> _What this task involves_
The response must consist of each line in the listing that has the word "name" in it.

════

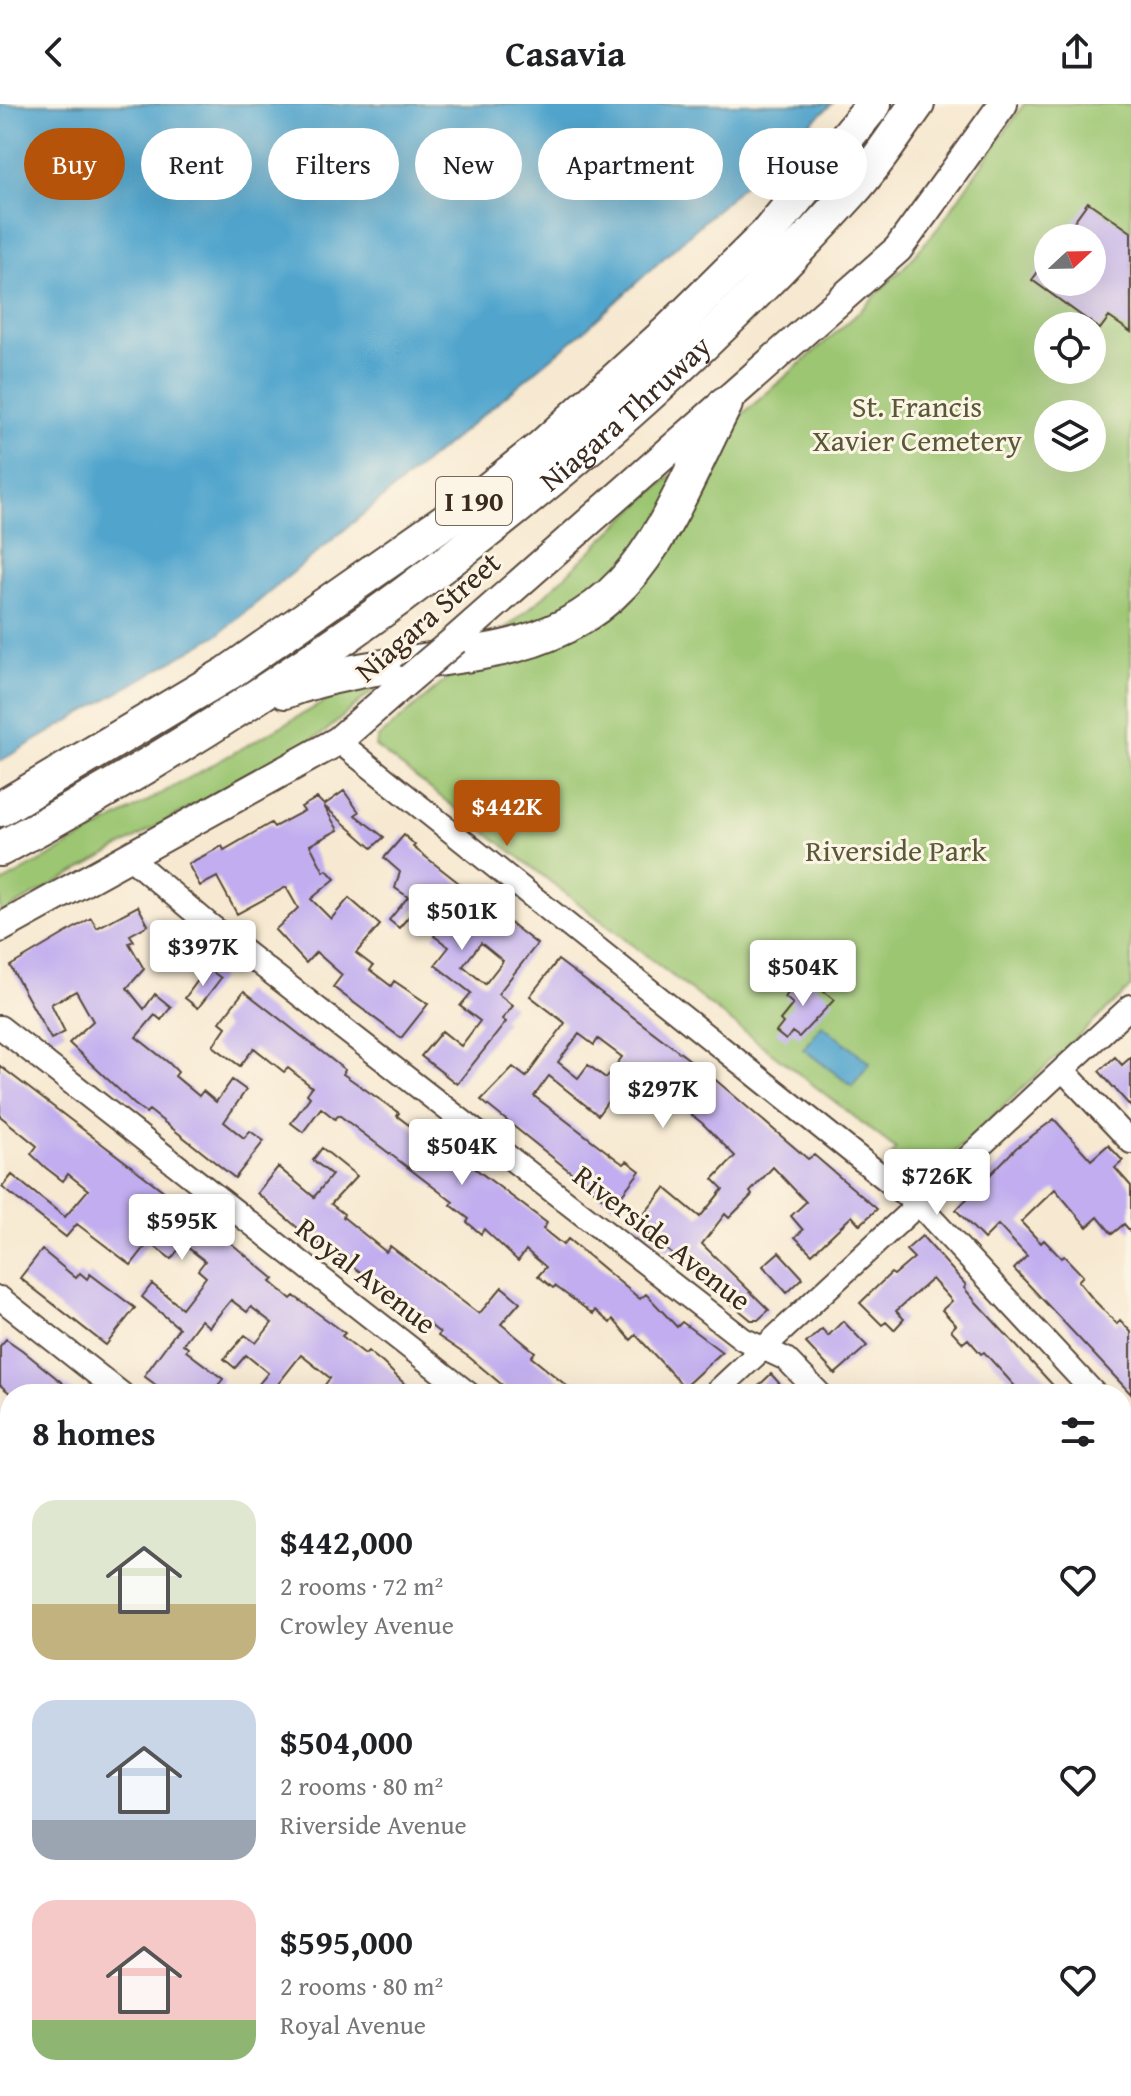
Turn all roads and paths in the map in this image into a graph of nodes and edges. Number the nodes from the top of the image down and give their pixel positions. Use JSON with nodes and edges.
{"nodes":[{"id":1,"x":874,"y":104,"type":"edge"},
{"id":2,"x":917,"y":104,"type":"edge"},
{"id":3,"x":1003,"y":104,"type":"edge"},
{"id":4,"x":725,"y":404,"type":"junction"},
{"id":5,"x":247,"y":705,"type":"junction"},
{"id":6,"x":338,"y":741,"type":"junction"},
{"id":7,"x":0,"y":809,"type":"edge"},
{"id":8,"x":0,"y":849,"type":"edge"},
{"id":9,"x":129,"y":857,"type":"junction"},
{"id":10,"x":0,"y":928,"type":"edge"},
{"id":11,"x":1131,"y":1006,"type":"edge"},
{"id":12,"x":0,"y":1027,"type":"edge"},
{"id":13,"x":1063,"y":1070,"type":"junction"},
{"id":14,"x":1131,"y":1142,"type":"edge"},
{"id":15,"x":917,"y":1204,"type":"junction"},
{"id":16,"x":0,"y":1298,"type":"edge"},
{"id":17,"x":764,"y":1348,"type":"junction"},
{"id":18,"x":109,"y":1384,"type":"edge"},
{"id":19,"x":456,"y":1384,"type":"edge"},
{"id":20,"x":725,"y":1384,"type":"edge"},
{"id":21,"x":810,"y":1384,"type":"edge"},
{"id":22,"x":1086,"y":1384,"type":"edge"}],
"edges":[{"from":1,"to":7,"type":"highway","name":"Niagara Thruway","number":"I 190"},
{"from":2,"to":5,"type":"highway","name":"Niagara Thruway","number":"I 190"},
{"from":3,"to":4,"type":"main road","name":"Niagara Street"},
{"from":4,"to":5,"type":"highway"},
{"from":4,"to":6,"type":"main road","name":"Niagara Street","bridge":true},
{"from":5,"to":8,"type":"highway","name":"Niagara Thruway","number":"I 190"},
{"from":6,"to":9,"type":"main road","name":"Niagara Street"},
{"from":6,"to":15,"type":"street"},
{"from":9,"to":10,"type":"main road","name":"Niagara Street"},
{"from":9,"to":17,"type":"street","name":"Riverside Avenue"},
{"from":11,"to":13,"type":"street"},
{"from":12,"to":19,"type":"street","name":"Royal Avenue"},
{"from":13,"to":14,"type":"street"},
{"from":13,"to":15,"type":"street"},
{"from":15,"to":17,"type":"street"},
{"from":15,"to":22,"type":"street"},
{"from":16,"to":18,"type":"street"},
{"from":17,"to":20,"type":"street"},
{"from":17,"to":21,"type":"street","name":"Riverside Avenue"}]}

════

> _Response to the task_
"edges":[{"from":1,"to":7,"type":"highway","name":"Niagara Thruway","number":"I 190"},
{"from":2,"to":5,"type":"highway","name":"Niagara Thruway","number":"I 190"},
{"from":3,"to":4,"type":"main road","name":"Niagara Street"},
{"from":4,"to":6,"type":"main road","name":"Niagara Street","bridge":true},
{"from":5,"to":8,"type":"highway","name":"Niagara Thruway","number":"I 190"},
{"from":6,"to":9,"type":"main road","name":"Niagara Street"},
{"from":9,"to":10,"type":"main road","name":"Niagara Street"},
{"from":9,"to":17,"type":"street","name":"Riverside Avenue"},
{"from":12,"to":19,"type":"street","name":"Royal Avenue"},
{"from":17,"to":21,"type":"street","name":"Riverside Avenue"}]}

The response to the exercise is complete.